# Work request
Retype, without alteration, each line from the line containing "Digitize the connectivity" to the final line of the records.

○ ○ ○ ○ ○

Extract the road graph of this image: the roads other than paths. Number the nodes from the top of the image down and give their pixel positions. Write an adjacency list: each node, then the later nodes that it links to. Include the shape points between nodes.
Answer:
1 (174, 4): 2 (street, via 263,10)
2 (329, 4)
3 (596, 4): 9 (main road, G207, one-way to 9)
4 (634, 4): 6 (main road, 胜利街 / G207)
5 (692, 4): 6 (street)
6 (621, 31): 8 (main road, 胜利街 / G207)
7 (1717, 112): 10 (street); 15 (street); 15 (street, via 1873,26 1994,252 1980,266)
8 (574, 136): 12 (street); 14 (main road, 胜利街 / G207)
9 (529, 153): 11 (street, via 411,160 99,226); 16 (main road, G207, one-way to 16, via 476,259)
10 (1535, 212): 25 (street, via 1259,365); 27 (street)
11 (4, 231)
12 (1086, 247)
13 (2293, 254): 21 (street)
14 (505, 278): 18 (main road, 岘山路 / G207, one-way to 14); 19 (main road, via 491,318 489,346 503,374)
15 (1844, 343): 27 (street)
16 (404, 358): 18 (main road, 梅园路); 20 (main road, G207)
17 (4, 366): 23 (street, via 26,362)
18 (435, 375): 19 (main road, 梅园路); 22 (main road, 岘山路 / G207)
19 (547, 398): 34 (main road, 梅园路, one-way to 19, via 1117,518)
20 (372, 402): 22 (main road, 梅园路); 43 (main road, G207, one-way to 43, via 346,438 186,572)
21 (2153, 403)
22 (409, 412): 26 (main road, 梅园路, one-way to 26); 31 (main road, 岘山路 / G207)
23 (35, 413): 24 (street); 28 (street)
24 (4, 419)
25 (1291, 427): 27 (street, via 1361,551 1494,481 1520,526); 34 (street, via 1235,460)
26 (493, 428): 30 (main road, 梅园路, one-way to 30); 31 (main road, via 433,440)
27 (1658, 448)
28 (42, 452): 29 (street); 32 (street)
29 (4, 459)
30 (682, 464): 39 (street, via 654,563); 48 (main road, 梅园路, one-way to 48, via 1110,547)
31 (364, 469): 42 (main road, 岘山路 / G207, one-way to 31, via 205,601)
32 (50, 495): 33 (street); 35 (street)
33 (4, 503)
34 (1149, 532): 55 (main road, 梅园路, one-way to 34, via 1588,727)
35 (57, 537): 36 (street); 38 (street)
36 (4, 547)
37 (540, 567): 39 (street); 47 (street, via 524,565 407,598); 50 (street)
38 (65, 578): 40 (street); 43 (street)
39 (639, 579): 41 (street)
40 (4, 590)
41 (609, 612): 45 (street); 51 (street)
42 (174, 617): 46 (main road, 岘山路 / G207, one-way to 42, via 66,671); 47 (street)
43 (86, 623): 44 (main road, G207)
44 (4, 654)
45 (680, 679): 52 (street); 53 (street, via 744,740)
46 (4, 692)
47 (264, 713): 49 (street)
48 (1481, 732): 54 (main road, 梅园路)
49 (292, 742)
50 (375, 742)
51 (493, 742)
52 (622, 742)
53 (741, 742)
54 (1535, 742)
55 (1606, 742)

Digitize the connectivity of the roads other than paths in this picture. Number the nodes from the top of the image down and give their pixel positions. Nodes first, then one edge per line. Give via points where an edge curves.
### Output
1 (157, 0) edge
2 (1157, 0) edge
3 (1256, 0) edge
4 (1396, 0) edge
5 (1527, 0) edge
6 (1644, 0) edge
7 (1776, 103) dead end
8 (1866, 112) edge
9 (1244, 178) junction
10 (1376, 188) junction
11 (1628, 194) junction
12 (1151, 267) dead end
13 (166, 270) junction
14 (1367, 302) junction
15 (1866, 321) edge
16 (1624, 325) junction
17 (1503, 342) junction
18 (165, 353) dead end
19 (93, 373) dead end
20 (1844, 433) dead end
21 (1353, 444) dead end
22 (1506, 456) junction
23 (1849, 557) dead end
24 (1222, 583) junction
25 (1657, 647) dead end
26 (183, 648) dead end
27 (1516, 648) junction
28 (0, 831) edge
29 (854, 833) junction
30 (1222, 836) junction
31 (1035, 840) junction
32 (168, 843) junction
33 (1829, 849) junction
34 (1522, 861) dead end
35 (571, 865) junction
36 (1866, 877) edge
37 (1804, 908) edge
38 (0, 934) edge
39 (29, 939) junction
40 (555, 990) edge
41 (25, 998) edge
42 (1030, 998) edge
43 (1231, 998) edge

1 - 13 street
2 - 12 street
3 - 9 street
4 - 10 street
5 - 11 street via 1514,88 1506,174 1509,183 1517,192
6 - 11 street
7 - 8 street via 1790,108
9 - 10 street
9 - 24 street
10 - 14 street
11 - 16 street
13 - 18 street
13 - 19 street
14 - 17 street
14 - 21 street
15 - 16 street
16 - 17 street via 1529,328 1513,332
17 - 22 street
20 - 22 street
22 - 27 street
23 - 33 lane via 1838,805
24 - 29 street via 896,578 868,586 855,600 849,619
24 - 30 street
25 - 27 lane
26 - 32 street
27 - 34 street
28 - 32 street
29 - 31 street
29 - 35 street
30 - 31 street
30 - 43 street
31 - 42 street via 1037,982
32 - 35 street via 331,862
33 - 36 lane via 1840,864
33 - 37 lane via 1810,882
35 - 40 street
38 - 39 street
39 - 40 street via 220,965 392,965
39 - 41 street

○ ○ ○ ○ ○

# The answer
Digitize the connectivity of the roads other than paths in this picture. Number the nodes from the top of the image down and give their pixel positions. Nodes first, then one edge per line. Give via points where an edge curves.
### Output
1 (157, 0) edge
2 (1157, 0) edge
3 (1256, 0) edge
4 (1396, 0) edge
5 (1527, 0) edge
6 (1644, 0) edge
7 (1776, 103) dead end
8 (1866, 112) edge
9 (1244, 178) junction
10 (1376, 188) junction
11 (1628, 194) junction
12 (1151, 267) dead end
13 (166, 270) junction
14 (1367, 302) junction
15 (1866, 321) edge
16 (1624, 325) junction
17 (1503, 342) junction
18 (165, 353) dead end
19 (93, 373) dead end
20 (1844, 433) dead end
21 (1353, 444) dead end
22 (1506, 456) junction
23 (1849, 557) dead end
24 (1222, 583) junction
25 (1657, 647) dead end
26 (183, 648) dead end
27 (1516, 648) junction
28 (0, 831) edge
29 (854, 833) junction
30 (1222, 836) junction
31 (1035, 840) junction
32 (168, 843) junction
33 (1829, 849) junction
34 (1522, 861) dead end
35 (571, 865) junction
36 (1866, 877) edge
37 (1804, 908) edge
38 (0, 934) edge
39 (29, 939) junction
40 (555, 990) edge
41 (25, 998) edge
42 (1030, 998) edge
43 (1231, 998) edge

1 - 13 street
2 - 12 street
3 - 9 street
4 - 10 street
5 - 11 street via 1514,88 1506,174 1509,183 1517,192
6 - 11 street
7 - 8 street via 1790,108
9 - 10 street
9 - 24 street
10 - 14 street
11 - 16 street
13 - 18 street
13 - 19 street
14 - 17 street
14 - 21 street
15 - 16 street
16 - 17 street via 1529,328 1513,332
17 - 22 street
20 - 22 street
22 - 27 street
23 - 33 lane via 1838,805
24 - 29 street via 896,578 868,586 855,600 849,619
24 - 30 street
25 - 27 lane
26 - 32 street
27 - 34 street
28 - 32 street
29 - 31 street
29 - 35 street
30 - 31 street
30 - 43 street
31 - 42 street via 1037,982
32 - 35 street via 331,862
33 - 36 lane via 1840,864
33 - 37 lane via 1810,882
35 - 40 street
38 - 39 street
39 - 40 street via 220,965 392,965
39 - 41 street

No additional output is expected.